Assessment of Intrinsic Membrane Properties

Analysis of intrinsic membrane properties was performed as previously described (Rayi et al., 2020). Briefly, we injected a series of square current pulses of 1 s duration ranging from hyperpolarizing current step of -150 pA to a maximum depolarizing current step of 300 pA in increments of 50 pA to study membrane excitability. The traces obtained from depolarizing steps of 50–300 pA were used to generate firing rate curves by determining the AP frequency evoked at each level of current injection. We further used these traces to differentiate between the regular and burst firing PNs of the subiculum. Input resistance was measured using the trace elicited by -100 pA hyperpolarizing current injection obtained from the above experiment. Input resistance was calculated by linearly fitting voltage change to the injected current. Resting membrane potential (RMP) was analyzed from I = 0 pA trace averaged over 100 ms. For studying the intrinsic membrane properties of the neurons, single APs were triggered by injecting square current pulses for 10 ms in 10 pA steps. The single AP with its peak closest to the 5 ms time-point from the start of current injection was used to analyze the various AP parameters such as AP threshold, AP half-width, AP amplitude, and rheobase. In burst firing neurons, this protocol often resulted in a burst containing 2 APs (Mason, 1993). However, we did not analyze the second AP resulted from these bursts.

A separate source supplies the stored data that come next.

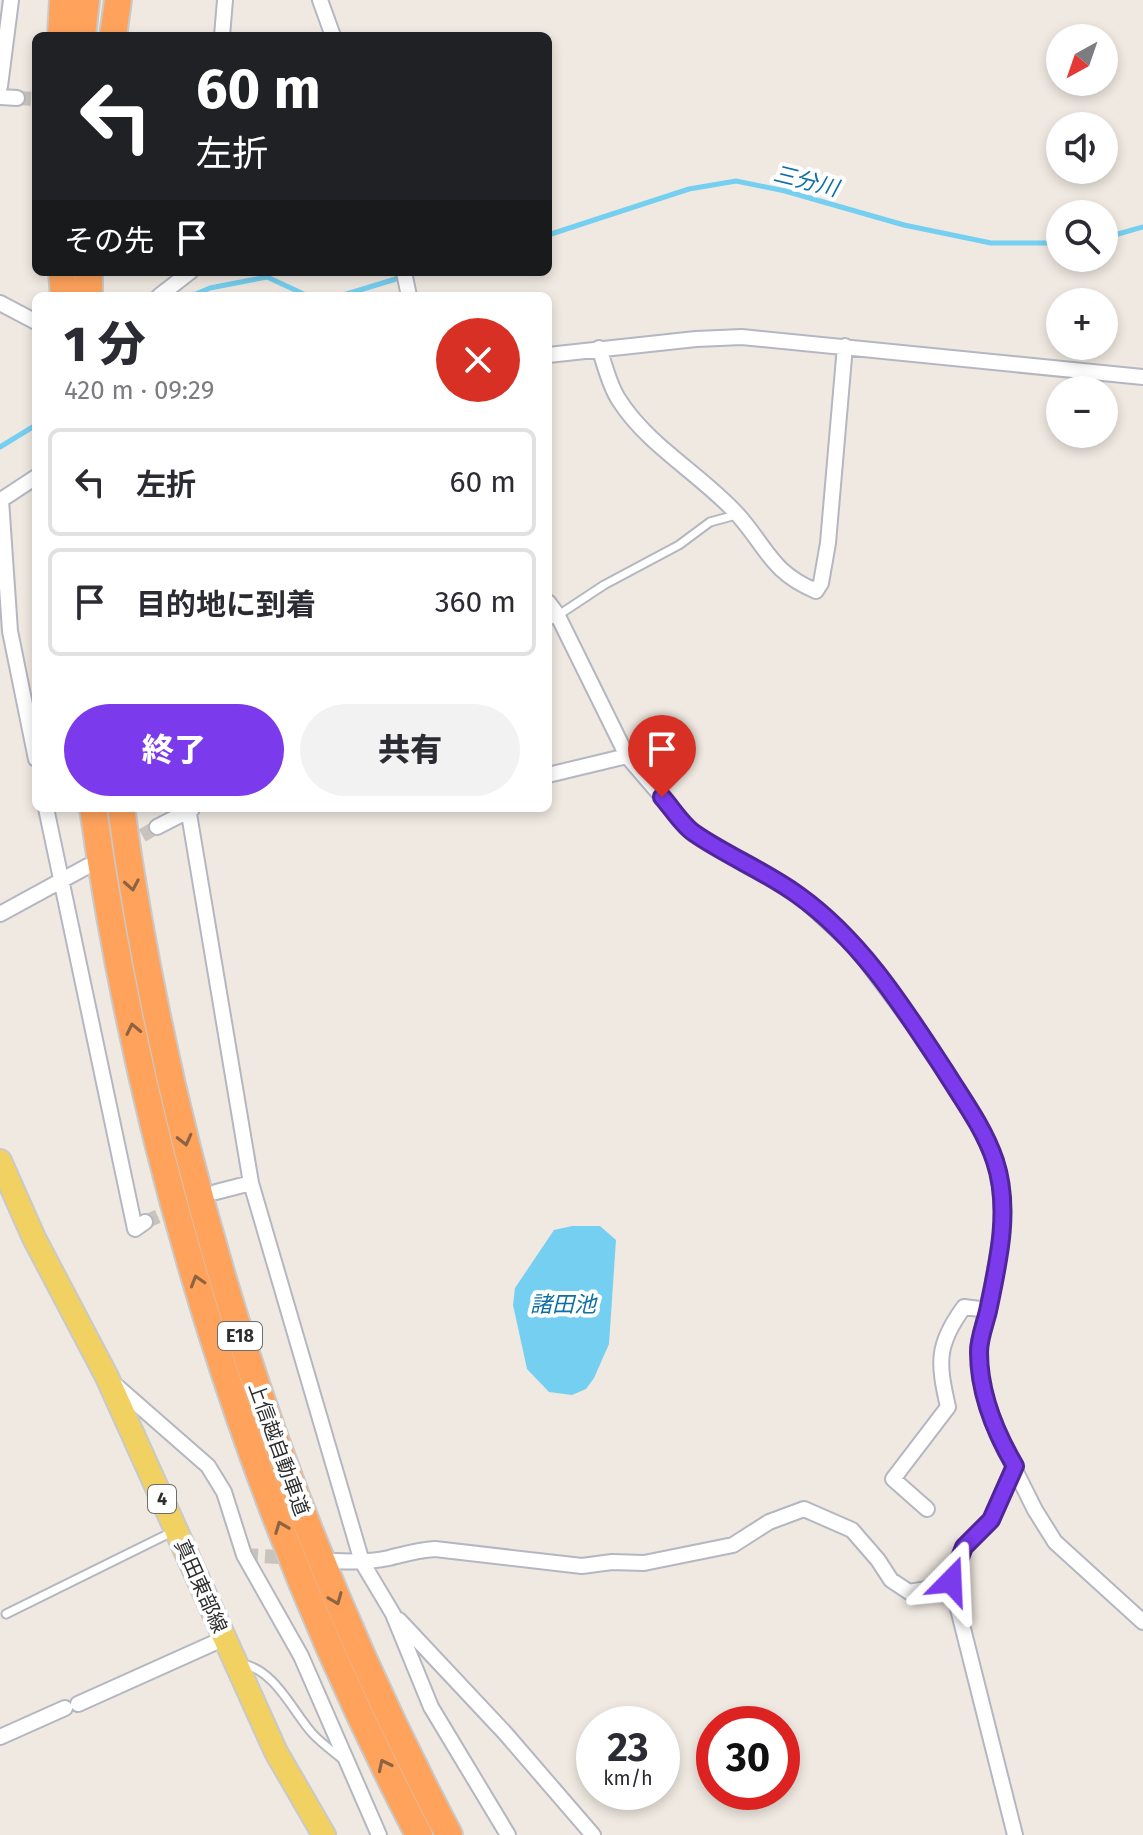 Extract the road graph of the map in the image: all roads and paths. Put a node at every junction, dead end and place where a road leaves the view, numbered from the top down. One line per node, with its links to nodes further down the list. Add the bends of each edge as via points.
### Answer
1 (11, 0): 8 (street)
2 (63, 0): 9 (highway)
3 (86, 0): 10 (highway)
4 (111, 0): 11 (highway)
5 (118, 0): 12 (highway)
6 (225, 0): 13 (street)
7 (320, 0): 14 (street)
8 (3, 32): 15 (street)
9 (61, 32)
10 (82, 32)
11 (107, 32)
12 (114, 32)
13 (222, 32)
14 (332, 32)
15 (0, 86)
16 (0, 97): 17 (street)
17 (17, 98)
18 (185, 276): 19 (street)
19 (164, 292)
20 (0, 303): 21 (street)
21 (32, 320)
22 (845, 346): 23 (street, via 742,337); 25 (street); 27 (street, via 828,543 816,591 793,582 778,568)
23 (599, 348): 24 (street); 27 (street, via 617,398 639,425)
24 (552, 354)
25 (1143, 377)
26 (32, 480): 29 (street, via 1,500 10,631)
27 (737, 514): 28 (lane, via 710,522)
28 (553, 618): 30 (street)
29 (32, 739)
30 (627, 756): 31 (street); 45 (street, via 692,832 801,897 857,949 954,1085 996,1162 1003,1202)
31 (552, 774)
32 (47, 812): 39 (street)
33 (94, 812): 62 (highway, 上信越自動車道 / E18, one-way to 33, via 318,1620 217,1346 147,1095)
34 (122, 812): 63 (highway, 上信越自動車道 / E18, one-way to 63, via 172,1090 264,1412 335,1595)
35 (184, 812): 37 (street)
36 (190, 812): 42 (street)
37 (157, 827)
38 (88, 866): 39 (street)
39 (61, 881): 40 (street); 44 (street, via 135,1229)
40 (0, 914)
41 (0, 1161): 46 (main road, 真田東部線 / 4)
42 (251, 1183): 43 (street); 51 (street)
43 (216, 1192)
44 (145, 1222)
45 (988, 1310): 47 (street, via 978,1348 980,1375 997,1431); 48 (street, via 964,1307 948,1330 940,1363 948,1407 893,1479)
46 (107, 1377): 49 (main road, 真田東部線 / 4); 59 (street, via 208,1466 224,1492 244,1555 301,1656)
47 (1015, 1466): 52 (street, via 991,1520 964,1547); 55 (street, via 1055,1542)
48 (927, 1509)
49 (176, 1530): 53 (lane); 56 (main road, 真田東部線 / 4)
50 (335, 1561): 51 (street)
51 (362, 1562): 52 (street, via 435,1549 582,1566 656,1562 733,1545 769,1522 804,1509 852,1530 891,1580 909,1592); 54 (street)
52 (953, 1575): 66 (street)
53 (6, 1614)
54 (393, 1614): 64 (street, via 431,1707); 65 (street)
55 (1143, 1622)
56 (225, 1638): 57 (main road, 真田東部線 / 4); 58 (street)
57 (236, 1663): 59 (lane, via 256,1666 313,1735); 60 (main road, 真田東部線 / 4, via 276,1752)
58 (0, 1737)
59 (346, 1762): 61 (street)
60 (324, 1835)
61 (379, 1835)
62 (419, 1835)
63 (449, 1835)
64 (508, 1835)
65 (593, 1835)
66 (1015, 1835)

For defining the AP threshold potential, we considered the point on the AP trace where its first derivative (dV/dt) reached 30 V/s. AP amplitude was measured from the threshold to the peak of the AP. AP half-width was calculated as the AP duration at the half-maximal amplitude. Medium afterhyperpolarizing potential (mAHP) was recorded by injecting a current pulse of 3,000 pA at 50 Hz for 3 s as was previously described by us and others (Gulledge et al., 2013; Chakraborty et al., 2017; Lander et al., 2019). mAHP was measured from the baseline RMP (averaged over 100 ms before the start of the first current step) to the first negative voltage peak after the last spike. Inter-spike interval (ISI) ratio was analyzed as a ratio between the shortest ISI and the average ISI of the APs elicited in response to the 300 pA current injection (Jarsky et al., 2008). We used about 2–4 slices per mouse to record from the subicular PNs. A total of 131 PNs were recorded (WT = 65, AS = 66). Analyses were performed by an experimenter blinded to the genotype.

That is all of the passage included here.